- WHAT YOU NEED TO DO:
Using the entries below, write out the line with "Road topology of", the line with "Write the network", and every line in between, exactly as each is written.

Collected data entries
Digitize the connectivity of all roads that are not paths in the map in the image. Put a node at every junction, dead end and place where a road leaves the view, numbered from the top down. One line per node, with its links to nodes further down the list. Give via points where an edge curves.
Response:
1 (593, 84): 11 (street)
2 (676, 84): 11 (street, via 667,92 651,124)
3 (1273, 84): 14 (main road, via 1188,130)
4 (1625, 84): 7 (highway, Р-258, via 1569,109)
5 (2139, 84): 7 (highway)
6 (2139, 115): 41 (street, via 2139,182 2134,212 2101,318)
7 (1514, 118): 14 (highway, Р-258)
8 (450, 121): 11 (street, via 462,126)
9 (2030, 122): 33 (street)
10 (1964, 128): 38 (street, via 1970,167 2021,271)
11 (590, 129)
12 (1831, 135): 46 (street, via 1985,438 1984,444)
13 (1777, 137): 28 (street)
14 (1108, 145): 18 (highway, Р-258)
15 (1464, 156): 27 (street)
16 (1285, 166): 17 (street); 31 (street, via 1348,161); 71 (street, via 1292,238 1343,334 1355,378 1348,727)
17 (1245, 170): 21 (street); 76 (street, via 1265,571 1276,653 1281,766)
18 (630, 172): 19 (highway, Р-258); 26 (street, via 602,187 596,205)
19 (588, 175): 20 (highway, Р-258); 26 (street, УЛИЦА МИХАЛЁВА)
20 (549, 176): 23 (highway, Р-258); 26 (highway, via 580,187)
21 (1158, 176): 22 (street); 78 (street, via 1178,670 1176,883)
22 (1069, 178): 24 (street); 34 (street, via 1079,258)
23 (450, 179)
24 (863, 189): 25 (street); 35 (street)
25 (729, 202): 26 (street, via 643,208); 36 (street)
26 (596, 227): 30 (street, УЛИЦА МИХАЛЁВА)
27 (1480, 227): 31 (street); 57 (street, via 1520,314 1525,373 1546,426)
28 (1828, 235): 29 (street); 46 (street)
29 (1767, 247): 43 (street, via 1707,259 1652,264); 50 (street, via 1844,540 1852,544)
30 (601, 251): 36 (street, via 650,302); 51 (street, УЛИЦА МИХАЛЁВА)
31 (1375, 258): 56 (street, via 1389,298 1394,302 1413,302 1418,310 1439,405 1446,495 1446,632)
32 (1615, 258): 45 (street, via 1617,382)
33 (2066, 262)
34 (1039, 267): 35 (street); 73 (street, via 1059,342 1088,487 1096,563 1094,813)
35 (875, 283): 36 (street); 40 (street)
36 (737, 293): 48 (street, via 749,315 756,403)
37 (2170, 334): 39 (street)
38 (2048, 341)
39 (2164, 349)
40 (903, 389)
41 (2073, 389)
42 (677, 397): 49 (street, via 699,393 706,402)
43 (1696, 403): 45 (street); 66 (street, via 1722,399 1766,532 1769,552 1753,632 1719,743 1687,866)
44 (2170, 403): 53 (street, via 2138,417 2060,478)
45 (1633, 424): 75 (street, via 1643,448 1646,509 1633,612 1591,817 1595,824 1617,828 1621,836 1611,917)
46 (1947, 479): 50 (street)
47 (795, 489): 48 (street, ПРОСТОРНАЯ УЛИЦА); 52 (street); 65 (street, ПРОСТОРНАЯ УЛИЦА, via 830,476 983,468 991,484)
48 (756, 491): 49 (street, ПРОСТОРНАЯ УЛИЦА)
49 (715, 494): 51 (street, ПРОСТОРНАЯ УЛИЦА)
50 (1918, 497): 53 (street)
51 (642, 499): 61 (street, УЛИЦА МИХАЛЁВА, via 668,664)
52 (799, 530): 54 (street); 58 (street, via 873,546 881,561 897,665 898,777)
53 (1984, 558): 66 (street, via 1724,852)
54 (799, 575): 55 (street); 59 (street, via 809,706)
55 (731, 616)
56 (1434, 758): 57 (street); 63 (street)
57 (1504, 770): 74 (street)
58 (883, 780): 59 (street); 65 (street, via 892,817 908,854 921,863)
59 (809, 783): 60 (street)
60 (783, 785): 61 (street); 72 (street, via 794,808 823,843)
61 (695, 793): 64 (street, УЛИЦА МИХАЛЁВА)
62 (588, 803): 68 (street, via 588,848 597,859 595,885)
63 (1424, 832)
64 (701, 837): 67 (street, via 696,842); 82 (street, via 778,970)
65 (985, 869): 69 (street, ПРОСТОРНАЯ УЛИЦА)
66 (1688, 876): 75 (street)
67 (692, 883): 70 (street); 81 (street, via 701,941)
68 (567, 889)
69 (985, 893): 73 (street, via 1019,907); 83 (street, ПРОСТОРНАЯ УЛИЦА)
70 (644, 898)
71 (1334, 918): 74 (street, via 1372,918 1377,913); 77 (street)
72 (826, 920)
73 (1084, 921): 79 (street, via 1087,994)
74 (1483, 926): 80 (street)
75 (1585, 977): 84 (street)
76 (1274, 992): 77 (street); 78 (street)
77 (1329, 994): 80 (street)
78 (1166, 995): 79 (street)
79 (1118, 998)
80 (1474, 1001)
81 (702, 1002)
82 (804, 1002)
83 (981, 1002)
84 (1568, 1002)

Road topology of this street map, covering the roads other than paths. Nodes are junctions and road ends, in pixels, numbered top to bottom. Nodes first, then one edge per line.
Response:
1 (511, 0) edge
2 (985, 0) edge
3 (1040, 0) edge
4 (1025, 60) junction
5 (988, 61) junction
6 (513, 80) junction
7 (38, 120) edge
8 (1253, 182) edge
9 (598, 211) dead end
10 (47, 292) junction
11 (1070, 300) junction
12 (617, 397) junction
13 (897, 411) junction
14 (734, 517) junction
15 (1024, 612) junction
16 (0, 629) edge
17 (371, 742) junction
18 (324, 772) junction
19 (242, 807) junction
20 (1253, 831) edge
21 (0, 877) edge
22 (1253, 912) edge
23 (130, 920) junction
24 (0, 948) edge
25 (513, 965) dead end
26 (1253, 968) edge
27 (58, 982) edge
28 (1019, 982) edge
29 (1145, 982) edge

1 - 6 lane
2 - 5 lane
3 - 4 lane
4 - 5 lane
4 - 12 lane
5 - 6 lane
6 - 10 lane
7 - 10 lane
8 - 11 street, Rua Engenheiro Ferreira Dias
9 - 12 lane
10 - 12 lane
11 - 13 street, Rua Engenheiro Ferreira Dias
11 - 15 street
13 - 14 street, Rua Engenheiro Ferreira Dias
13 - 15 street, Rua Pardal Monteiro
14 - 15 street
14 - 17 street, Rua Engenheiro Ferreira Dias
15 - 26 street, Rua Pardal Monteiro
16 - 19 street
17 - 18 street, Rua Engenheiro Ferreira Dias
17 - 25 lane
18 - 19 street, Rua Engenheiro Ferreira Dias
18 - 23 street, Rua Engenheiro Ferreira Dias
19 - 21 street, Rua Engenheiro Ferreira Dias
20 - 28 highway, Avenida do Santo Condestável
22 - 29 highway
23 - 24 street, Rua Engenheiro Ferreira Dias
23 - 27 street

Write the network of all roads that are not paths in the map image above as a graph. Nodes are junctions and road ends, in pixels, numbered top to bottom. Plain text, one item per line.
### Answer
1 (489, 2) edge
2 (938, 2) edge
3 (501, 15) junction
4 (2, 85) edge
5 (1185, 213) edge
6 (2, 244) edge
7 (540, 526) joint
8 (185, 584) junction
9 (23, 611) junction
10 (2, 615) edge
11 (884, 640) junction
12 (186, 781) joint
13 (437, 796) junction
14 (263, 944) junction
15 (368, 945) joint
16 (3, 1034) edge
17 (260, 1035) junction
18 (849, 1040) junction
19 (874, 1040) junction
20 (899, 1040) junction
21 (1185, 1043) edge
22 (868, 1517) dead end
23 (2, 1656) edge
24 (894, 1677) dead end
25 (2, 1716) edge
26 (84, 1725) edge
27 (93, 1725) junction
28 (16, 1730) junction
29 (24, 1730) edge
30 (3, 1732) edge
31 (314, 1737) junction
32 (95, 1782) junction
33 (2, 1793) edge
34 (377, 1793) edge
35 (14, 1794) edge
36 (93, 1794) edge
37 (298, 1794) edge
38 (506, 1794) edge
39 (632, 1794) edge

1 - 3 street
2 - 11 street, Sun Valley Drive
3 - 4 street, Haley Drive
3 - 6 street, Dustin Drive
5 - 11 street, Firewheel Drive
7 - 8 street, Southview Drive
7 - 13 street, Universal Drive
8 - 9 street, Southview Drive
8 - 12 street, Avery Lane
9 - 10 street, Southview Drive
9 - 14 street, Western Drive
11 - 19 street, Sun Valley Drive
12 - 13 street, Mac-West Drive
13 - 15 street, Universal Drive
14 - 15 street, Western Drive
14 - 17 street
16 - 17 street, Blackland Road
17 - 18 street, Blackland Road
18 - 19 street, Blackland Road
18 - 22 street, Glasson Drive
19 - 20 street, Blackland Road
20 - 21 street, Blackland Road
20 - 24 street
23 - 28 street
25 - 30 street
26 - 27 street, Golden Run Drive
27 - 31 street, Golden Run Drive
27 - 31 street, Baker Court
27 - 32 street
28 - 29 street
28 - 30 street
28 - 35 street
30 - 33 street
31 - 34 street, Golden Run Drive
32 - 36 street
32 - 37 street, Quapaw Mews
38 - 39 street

- FINISHED TASK:
Road topology of this street map, covering the roads other than paths. Nodes are junctions and road ends, in pixels, numbered top to bottom. Nodes first, then one edge per line.
Response:
1 (511, 0) edge
2 (985, 0) edge
3 (1040, 0) edge
4 (1025, 60) junction
5 (988, 61) junction
6 (513, 80) junction
7 (38, 120) edge
8 (1253, 182) edge
9 (598, 211) dead end
10 (47, 292) junction
11 (1070, 300) junction
12 (617, 397) junction
13 (897, 411) junction
14 (734, 517) junction
15 (1024, 612) junction
16 (0, 629) edge
17 (371, 742) junction
18 (324, 772) junction
19 (242, 807) junction
20 (1253, 831) edge
21 (0, 877) edge
22 (1253, 912) edge
23 (130, 920) junction
24 (0, 948) edge
25 (513, 965) dead end
26 (1253, 968) edge
27 (58, 982) edge
28 (1019, 982) edge
29 (1145, 982) edge

1 - 6 lane
2 - 5 lane
3 - 4 lane
4 - 5 lane
4 - 12 lane
5 - 6 lane
6 - 10 lane
7 - 10 lane
8 - 11 street, Rua Engenheiro Ferreira Dias
9 - 12 lane
10 - 12 lane
11 - 13 street, Rua Engenheiro Ferreira Dias
11 - 15 street
13 - 14 street, Rua Engenheiro Ferreira Dias
13 - 15 street, Rua Pardal Monteiro
14 - 15 street
14 - 17 street, Rua Engenheiro Ferreira Dias
15 - 26 street, Rua Pardal Monteiro
16 - 19 street
17 - 18 street, Rua Engenheiro Ferreira Dias
17 - 25 lane
18 - 19 street, Rua Engenheiro Ferreira Dias
18 - 23 street, Rua Engenheiro Ferreira Dias
19 - 21 street, Rua Engenheiro Ferreira Dias
20 - 28 highway, Avenida do Santo Condestável
22 - 29 highway
23 - 24 street, Rua Engenheiro Ferreira Dias
23 - 27 street

Write the network of all roads that are not paths in the map image above as a graph. Nodes are junctions and road ends, in pixels, numbered top to bottom. Plain text, one item per line.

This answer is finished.